__Work instructions__: In the records below, find every line that contains "bridge" and list it.

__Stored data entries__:
- - -
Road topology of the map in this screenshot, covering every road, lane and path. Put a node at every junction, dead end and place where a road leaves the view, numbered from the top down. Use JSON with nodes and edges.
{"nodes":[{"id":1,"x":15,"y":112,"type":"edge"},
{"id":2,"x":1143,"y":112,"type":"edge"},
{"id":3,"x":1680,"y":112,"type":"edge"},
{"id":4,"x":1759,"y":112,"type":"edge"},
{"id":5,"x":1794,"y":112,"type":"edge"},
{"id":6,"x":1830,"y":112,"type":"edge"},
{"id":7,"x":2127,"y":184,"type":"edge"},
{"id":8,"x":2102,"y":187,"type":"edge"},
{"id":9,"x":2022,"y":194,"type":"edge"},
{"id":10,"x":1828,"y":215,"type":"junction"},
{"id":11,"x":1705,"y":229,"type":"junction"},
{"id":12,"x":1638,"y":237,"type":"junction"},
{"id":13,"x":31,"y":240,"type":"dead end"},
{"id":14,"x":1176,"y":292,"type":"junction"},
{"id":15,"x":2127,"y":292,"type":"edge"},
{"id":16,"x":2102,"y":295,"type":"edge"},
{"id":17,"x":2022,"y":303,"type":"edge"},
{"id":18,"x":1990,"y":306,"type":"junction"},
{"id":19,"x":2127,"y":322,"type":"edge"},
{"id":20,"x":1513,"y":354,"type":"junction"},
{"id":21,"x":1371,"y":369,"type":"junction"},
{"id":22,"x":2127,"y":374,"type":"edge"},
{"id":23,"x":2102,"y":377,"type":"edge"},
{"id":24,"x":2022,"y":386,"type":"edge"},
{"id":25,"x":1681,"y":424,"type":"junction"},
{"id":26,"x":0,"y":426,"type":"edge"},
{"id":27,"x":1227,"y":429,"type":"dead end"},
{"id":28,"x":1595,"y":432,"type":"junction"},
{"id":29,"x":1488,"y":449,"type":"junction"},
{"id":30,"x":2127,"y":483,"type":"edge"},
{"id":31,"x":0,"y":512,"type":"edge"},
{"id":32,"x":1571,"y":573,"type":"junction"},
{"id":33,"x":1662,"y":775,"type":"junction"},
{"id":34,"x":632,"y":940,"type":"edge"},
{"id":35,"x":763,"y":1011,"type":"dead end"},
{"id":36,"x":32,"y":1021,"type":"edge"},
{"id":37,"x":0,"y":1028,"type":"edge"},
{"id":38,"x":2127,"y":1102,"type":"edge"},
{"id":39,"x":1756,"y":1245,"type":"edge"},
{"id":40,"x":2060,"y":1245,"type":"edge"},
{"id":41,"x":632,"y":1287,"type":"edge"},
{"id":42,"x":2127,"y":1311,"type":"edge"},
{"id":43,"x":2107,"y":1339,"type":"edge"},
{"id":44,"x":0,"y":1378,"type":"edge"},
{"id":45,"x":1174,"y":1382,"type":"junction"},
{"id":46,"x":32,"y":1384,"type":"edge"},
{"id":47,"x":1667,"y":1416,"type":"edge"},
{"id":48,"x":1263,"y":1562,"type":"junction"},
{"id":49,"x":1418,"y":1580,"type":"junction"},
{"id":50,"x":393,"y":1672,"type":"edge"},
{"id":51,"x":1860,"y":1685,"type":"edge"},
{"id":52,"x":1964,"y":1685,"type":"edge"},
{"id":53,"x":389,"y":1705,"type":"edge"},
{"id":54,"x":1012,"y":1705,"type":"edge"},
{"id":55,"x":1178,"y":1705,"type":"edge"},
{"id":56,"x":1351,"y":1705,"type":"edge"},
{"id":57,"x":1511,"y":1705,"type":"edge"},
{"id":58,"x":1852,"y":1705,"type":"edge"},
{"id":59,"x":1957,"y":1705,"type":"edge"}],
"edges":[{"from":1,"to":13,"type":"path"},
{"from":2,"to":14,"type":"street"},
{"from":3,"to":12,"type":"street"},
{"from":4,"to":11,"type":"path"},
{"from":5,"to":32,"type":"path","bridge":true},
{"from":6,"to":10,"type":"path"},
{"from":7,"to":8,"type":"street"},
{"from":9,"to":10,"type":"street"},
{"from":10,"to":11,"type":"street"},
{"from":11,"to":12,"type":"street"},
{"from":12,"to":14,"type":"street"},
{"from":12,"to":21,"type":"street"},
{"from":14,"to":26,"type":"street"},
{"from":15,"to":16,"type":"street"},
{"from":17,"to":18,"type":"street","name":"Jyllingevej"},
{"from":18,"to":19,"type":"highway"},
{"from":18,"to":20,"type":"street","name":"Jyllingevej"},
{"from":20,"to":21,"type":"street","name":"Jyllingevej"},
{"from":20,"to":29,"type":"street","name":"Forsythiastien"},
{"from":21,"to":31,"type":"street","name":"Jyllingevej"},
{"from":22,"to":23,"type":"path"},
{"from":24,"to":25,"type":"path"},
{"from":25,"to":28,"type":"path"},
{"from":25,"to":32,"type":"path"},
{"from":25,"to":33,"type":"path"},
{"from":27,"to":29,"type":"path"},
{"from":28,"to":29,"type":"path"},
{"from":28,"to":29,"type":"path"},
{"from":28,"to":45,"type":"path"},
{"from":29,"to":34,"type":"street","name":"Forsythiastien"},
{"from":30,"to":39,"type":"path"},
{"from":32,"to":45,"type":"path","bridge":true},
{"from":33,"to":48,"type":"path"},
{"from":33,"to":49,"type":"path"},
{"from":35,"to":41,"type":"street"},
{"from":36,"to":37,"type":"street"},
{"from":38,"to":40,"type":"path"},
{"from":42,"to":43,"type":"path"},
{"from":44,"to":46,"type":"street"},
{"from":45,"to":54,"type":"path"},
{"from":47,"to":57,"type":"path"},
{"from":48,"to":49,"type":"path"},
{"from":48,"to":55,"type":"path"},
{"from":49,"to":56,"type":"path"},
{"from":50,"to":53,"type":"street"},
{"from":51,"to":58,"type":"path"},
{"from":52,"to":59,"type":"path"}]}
- - -
__Reply to the exercise__:
{"from":5,"to":32,"type":"path","bridge":true},
{"from":32,"to":45,"type":"path","bridge":true},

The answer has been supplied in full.